BLACKFOOT – The Eastern Idaho State Fair is officially underway and one of the most anticipated components of the weeklong event is the food.

There are a plethora of food vendors for fair-goers to sample and EastIdahoNews.com is hoping to try them all. Today, we’re sampling the menu at Sweet Temptations.

Customers have enjoyed the dessert vendor’s homemade cinnamon roll-esque desserts for the last 25 years. This year, Owner Lacey Secrist is introducing a brand-new item called Peach Temptation. It includes sweetbread dough cooked in biscuit form and topped off with a cream cheese frosting, caramel fondue sauce, peaches, a sprinkle of cinnamon and sugar and a side of vanilla ice cream. (It took second place in the “Sweetest of them all” category during a food-judging contest Thursday. See the full list of winners here.)

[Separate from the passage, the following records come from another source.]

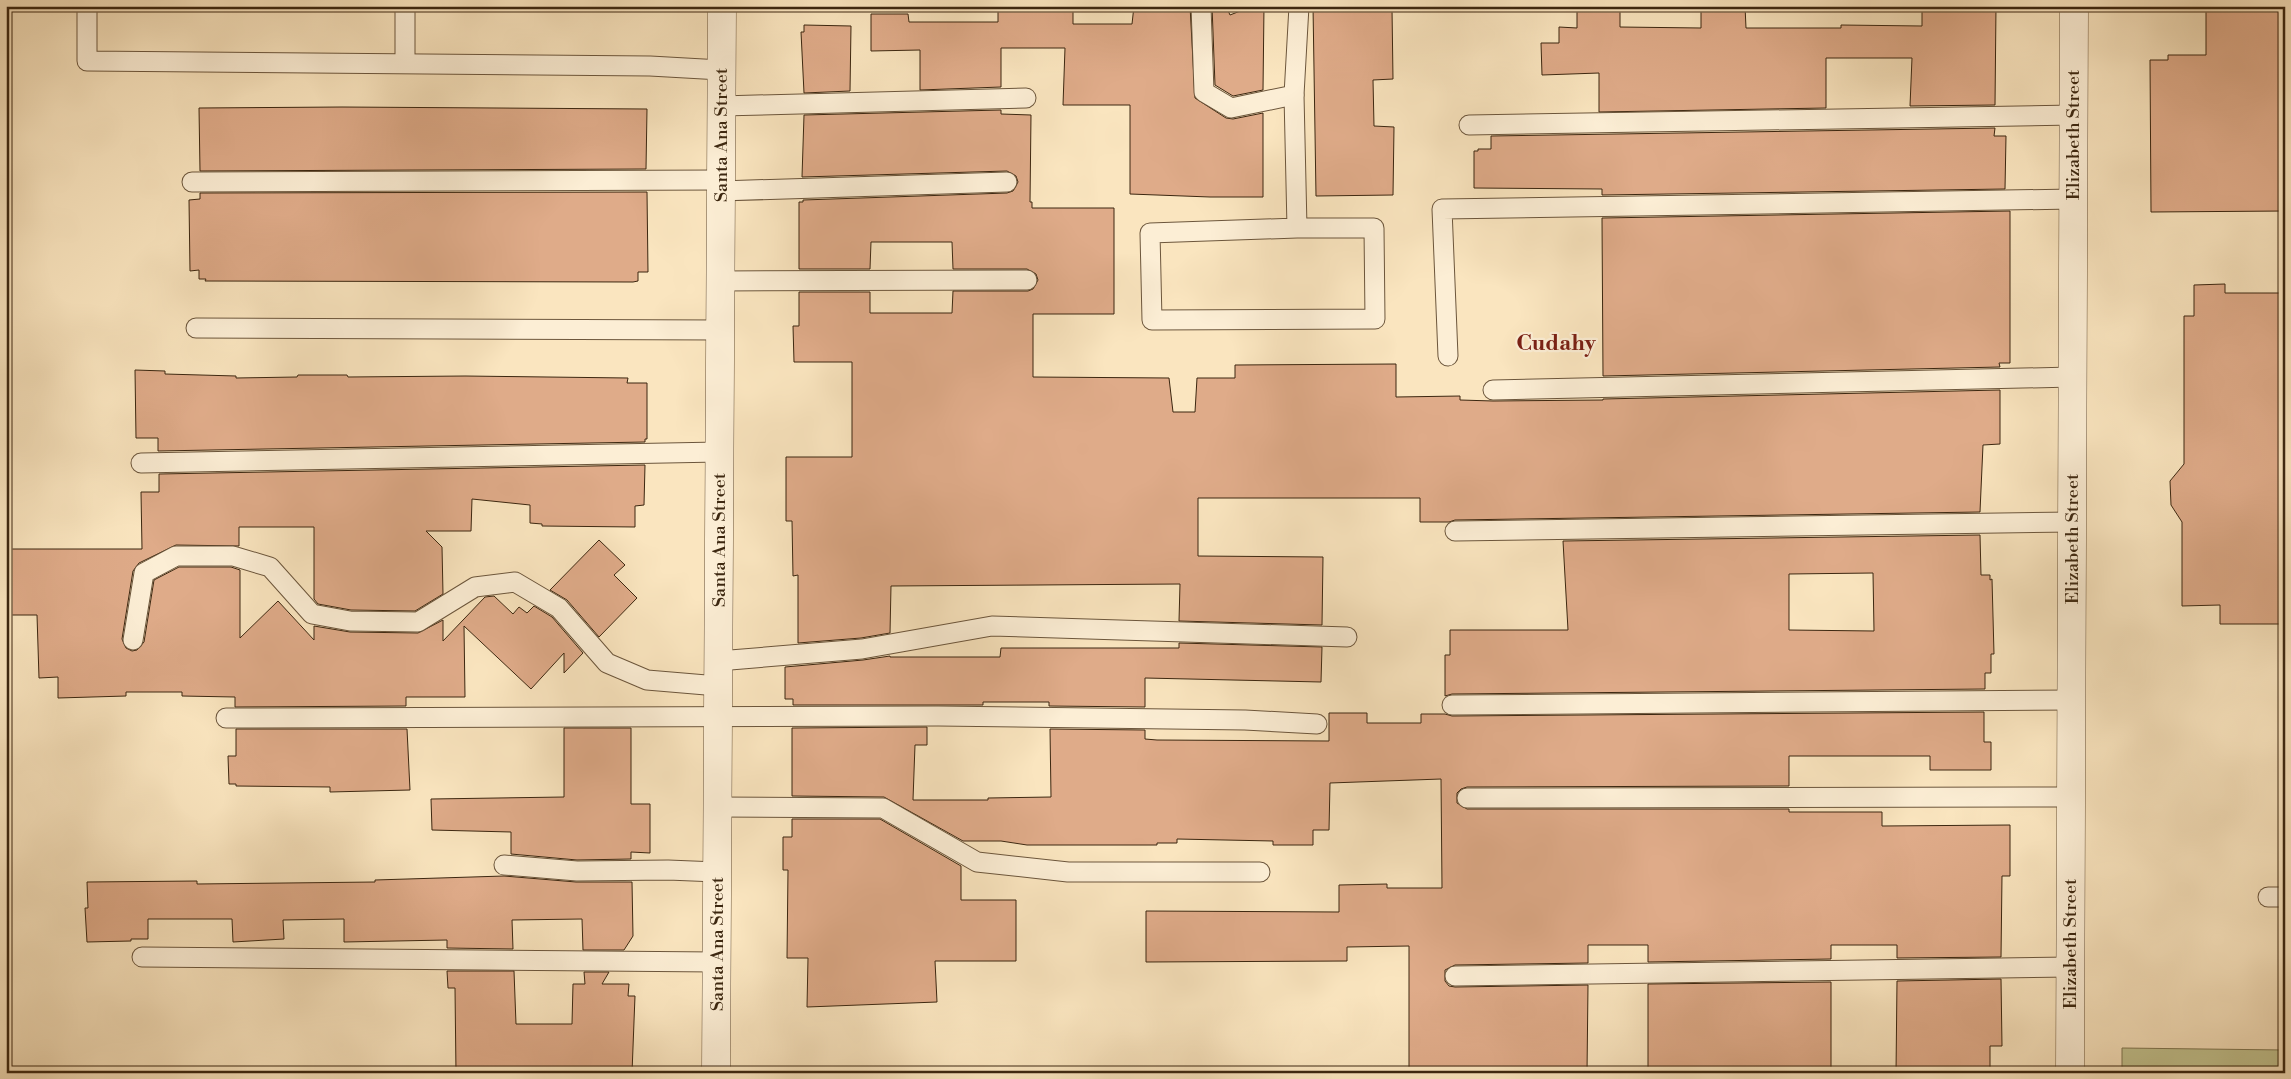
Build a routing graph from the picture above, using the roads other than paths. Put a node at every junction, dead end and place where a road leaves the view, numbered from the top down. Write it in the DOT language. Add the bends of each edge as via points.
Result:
graph roads {
  1 [pos="87,6"];
  2 [pos="405,6"];
  3 [pos="722,6"];
  4 [pos="1201,6"];
  5 [pos="1299,6"];
  6 [pos="2074,6"];
  7 [pos="405,63"];
  8 [pos="721,70"];
  9 [pos="1294,95"];
  10 [pos="1026,98"];
  11 [pos="721,106"];
  12 [pos="2073,115"];
  13 [pos="1469,125"];
  14 [pos="192,182"];
  15 [pos="1008,182"];
  16 [pos="720,185"];
  17 [pos="2073,199"];
  18 [pos="1297,228"];
  19 [pos="1027,280"];
  20 [pos="720,281"];
  21 [pos="196,328"];
  22 [pos="720,330"];
  23 [pos="1448,356"];
  24 [pos="2072,377"];
  25 [pos="1493,390"];
  26 [pos="719,452"];
  27 [pos="141,462"];
  28 [pos="2072,522"];
  29 [pos="1455,531"];
  30 [pos="1347,637"];
  31 [pos="133,640"];
  32 [pos="718,673"];
  33 [pos="2071,700"];
  34 [pos="1452,705"];
  35 [pos="226,718"];
  36 [pos="718,718"];
  37 [pos="1317,724"];
  38 [pos="2071,797"];
  39 [pos="1467,798"];
  40 [pos="717,807"];
  41 [pos="504,866"];
  42 [pos="717,872"];
  43 [pos="1260,872"];
  44 [pos="142,957"];
  45 [pos="716,962"];
  46 [pos="2070,967"];
  47 [pos="1455,976"];
  48 [pos="716,1073"];
  49 [pos="2070,1073"];
  1 -- 7 [label="lane" via="87,61"];
  2 -- 7 [label="lane"];
  3 -- 8 [label="street, Santa Ana Street"];
  4 -- 9 [label="lane" via="1204,92 1231,108"];
  5 -- 9 [label="lane"];
  6 -- 12 [label="street, Elizabeth Street"];
  7 -- 8 [label="lane"];
  8 -- 11 [label="street, Santa Ana Street"];
  9 -- 18 [label="lane"];
  10 -- 11 [label="lane"];
  11 -- 16 [label="street, Santa Ana Street"];
  12 -- 13 [label="lane"];
  12 -- 17 [label="street, Elizabeth Street"];
  14 -- 16 [label="lane"];
  15 -- 16 [label="lane"];
  16 -- 20 [label="street, Santa Ana Street"];
  17 -- 23 [label="lane" via="1442,209"];
  17 -- 24 [label="street, Elizabeth Street"];
  18 -- 18 [label="lane" via="1374,228 1375,319 1152,320 1150,233"];
  19 -- 20 [label="lane"];
  20 -- 22 [label="street, Santa Ana Street"];
  21 -- 22 [label="lane"];
  22 -- 26 [label="street, Santa Ana Street"];
  24 -- 25 [label="lane"];
  24 -- 28 [label="street, Elizabeth Street"];
  26 -- 27 [label="lane"];
  26 -- 32 [label="street, Santa Ana Street"];
  28 -- 29 [label="lane"];
  28 -- 33 [label="street, Elizabeth Street"];
  30 -- 32 [label="lane" via="992,626"];
  31 -- 32 [label="lane" via="144,573 176,556 233,556 270,567 312,614 350,621 418,622 475,587 515,582 558,608 607,663 647,680"];
  32 -- 36 [label="street, Santa Ana Street"];
  33 -- 34 [label="lane"];
  33 -- 38 [label="street, Elizabeth Street"];
  35 -- 36 [label="lane"];
  36 -- 37 [label="lane" via="938,716"];
  36 -- 40 [label="street, Santa Ana Street"];
  38 -- 39 [label="lane"];
  38 -- 46 [label="street, Elizabeth Street"];
  40 -- 42 [label="street, Santa Ana Street"];
  40 -- 43 [label="lane" via="883,808 977,862 1068,872"];
  41 -- 42 [label="lane" via="577,871"];
  42 -- 45 [label="street, Santa Ana Street"];
  44 -- 45 [label="lane"];
  45 -- 48 [label="street, Santa Ana Street"];
  46 -- 47 [label="lane"];
  46 -- 49 [label="street, Elizabeth Street"];
}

There’s also the award-winning Toffee Tumbler with sweetbread, caramel and nuts and the Pumpkin Whoopie Pie with two cake-like cookies, thick cream cheese frosting, fresh caramel sauce and candied pecans.

Other items are available as well, including some gluten-free options. We sampled some of them, which you can watch in the video player above.

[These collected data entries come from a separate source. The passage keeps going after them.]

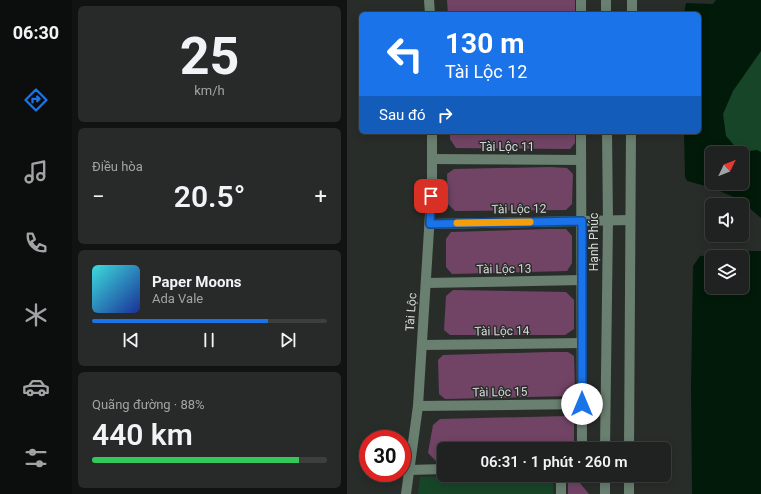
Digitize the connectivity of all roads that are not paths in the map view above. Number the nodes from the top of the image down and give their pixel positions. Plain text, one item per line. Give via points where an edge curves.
1 (429, 0) edge
2 (581, 0) edge
3 (606, 0) edge
4 (632, 0) edge
5 (430, 12) edge
6 (581, 12) edge
7 (606, 12) edge
8 (632, 12) edge
9 (432, 134) edge
10 (581, 134) edge
11 (607, 134) edge
12 (631, 134) edge
13 (432, 159) junction
14 (581, 160) junction
15 (630, 220) junction
16 (582, 221) junction
17 (608, 221) junction
18 (430, 224) junction
19 (582, 280) junction
20 (426, 283) junction
21 (582, 343) junction
22 (422, 345) junction
23 (582, 404) junction
24 (418, 406) junction
25 (582, 442) edge
26 (605, 442) edge
27 (629, 442) edge
28 (411, 456) edge
29 (437, 469) edge
30 (411, 470) edge
31 (408, 482) edge
32 (561, 482) edge
33 (605, 482) edge
34 (629, 482) edge
35 (406, 494) edge
36 (561, 494) edge
37 (605, 494) edge
38 (629, 494) edge

1 - 5 street
2 - 6 street
3 - 7 street
4 - 8 street
9 - 13 street, Tài Lộc
10 - 14 street
11 - 17 street, Hạnh Phúc
12 - 15 street
13 - 14 street, Tài Lộc 11
13 - 18 street, Tài Lộc
14 - 16 street
15 - 17 street, Tài Lộc 12
15 - 27 street
16 - 17 street, Tài Lộc 12
16 - 18 street, Tài Lộc 12
16 - 19 street
17 - 26 street, Hạnh Phúc
18 - 20 street, Tài Lộc
19 - 20 street, Tài Lộc 13
19 - 21 street
20 - 22 street, Tài Lộc
21 - 22 street, Tài Lộc 14
21 - 23 street
22 - 24 street, Tài Lộc
23 - 24 street, Tài Lộc 15
23 - 25 street
24 - 28 street, Tài Lộc
29 - 30 street
31 - 35 street, Tài Lộc
32 - 36 street
33 - 37 street
34 - 38 street

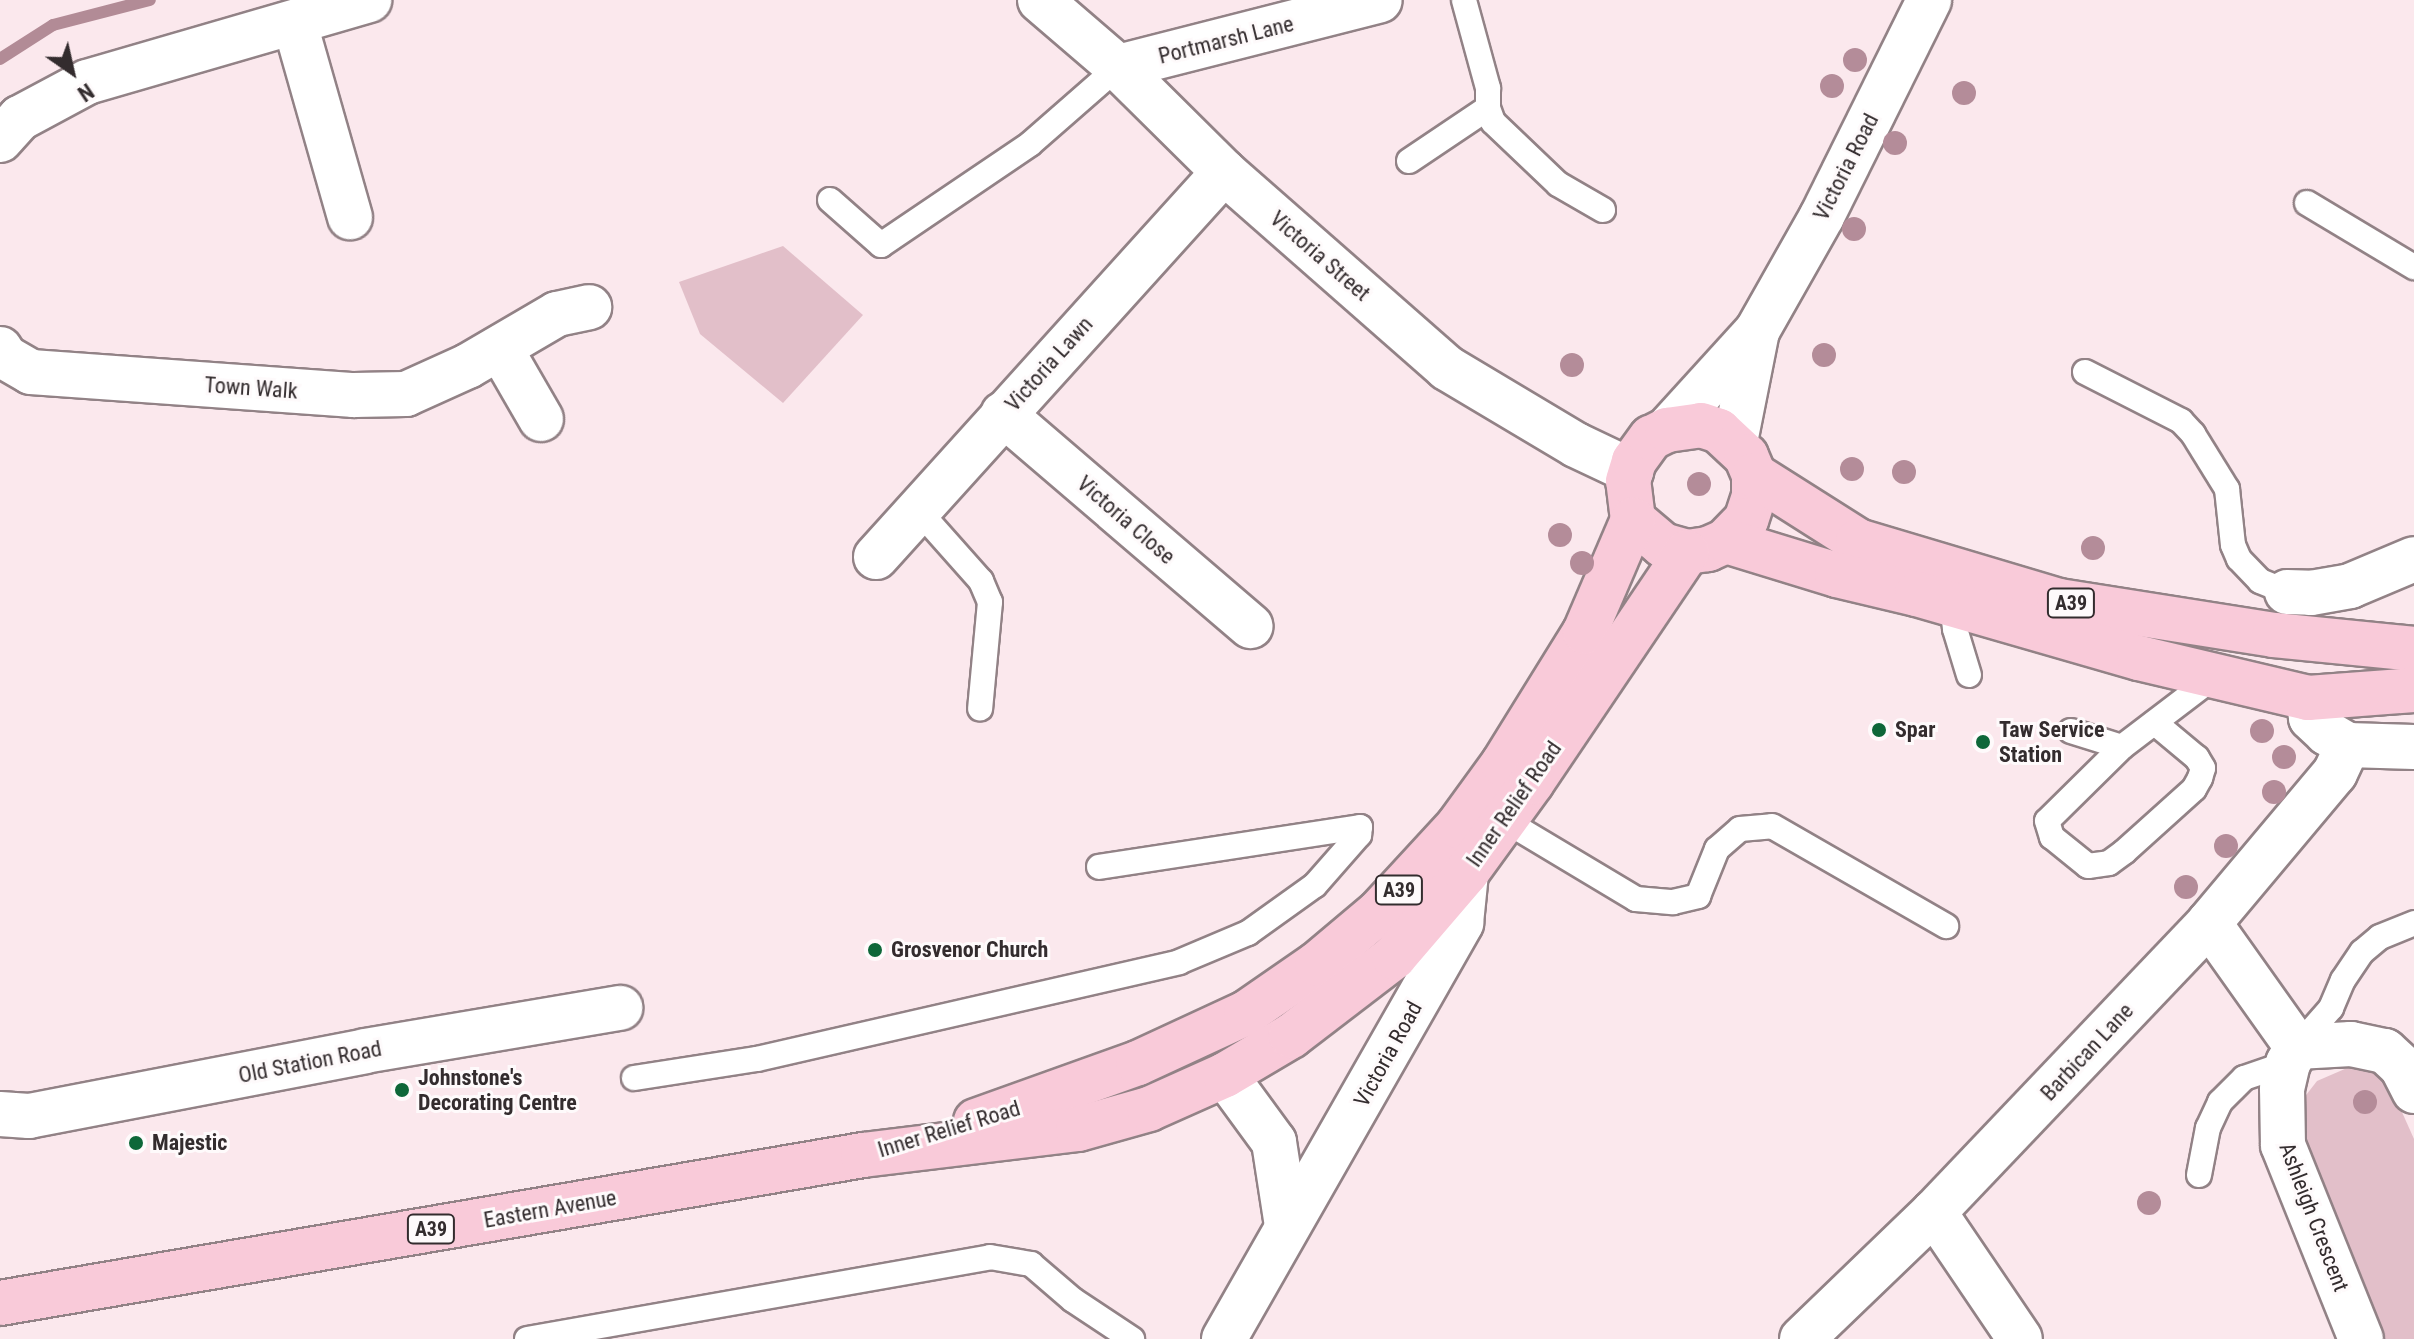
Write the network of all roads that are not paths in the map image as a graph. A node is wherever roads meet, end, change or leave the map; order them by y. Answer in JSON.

Secrist tells EastIdahoNews.com her mother-in-law, Jolene, first opened Sweet Temptations at the fair in 1996. The initial item she served was “giant, plate-size cinnamon rolls.”

“Sometimes cinnamon rolls are hard to eat at the fair … so we started offering pull-aparts, the same dough but in bite-size form. From there, it (evolved into our current offering),” Lacey says.

Lacey grew up baking and cooking and when she married into the family, she says it was a natural fit to be part of the family business.

Seeing customers return year after year is the most rewarding part of the business for her.

“The reputation that we’ve built by being homemade, made from scratch, family-owned — people have already been coming and they know exactly what they want. They come to our window and say, ‘We’ll be back tomorrow for raisin-filled cookies or we’ll be back for a cinnamon roll,'” Lacey explains.

Despite the vendor’s popularity, Lacey says there are no plans to open a storefront. She works as a florist full-time in Blackfoot and also stays busy as a mom and wife.

Lacey is grateful for all the support over the years and she’s excited to serve customers again at the Eastern Idaho State Fair.

“By 9:00, we usually have our doors open serving coffee and cinnamon rolls. We’ll serve you some to go after a concert at night on the way home,” she says.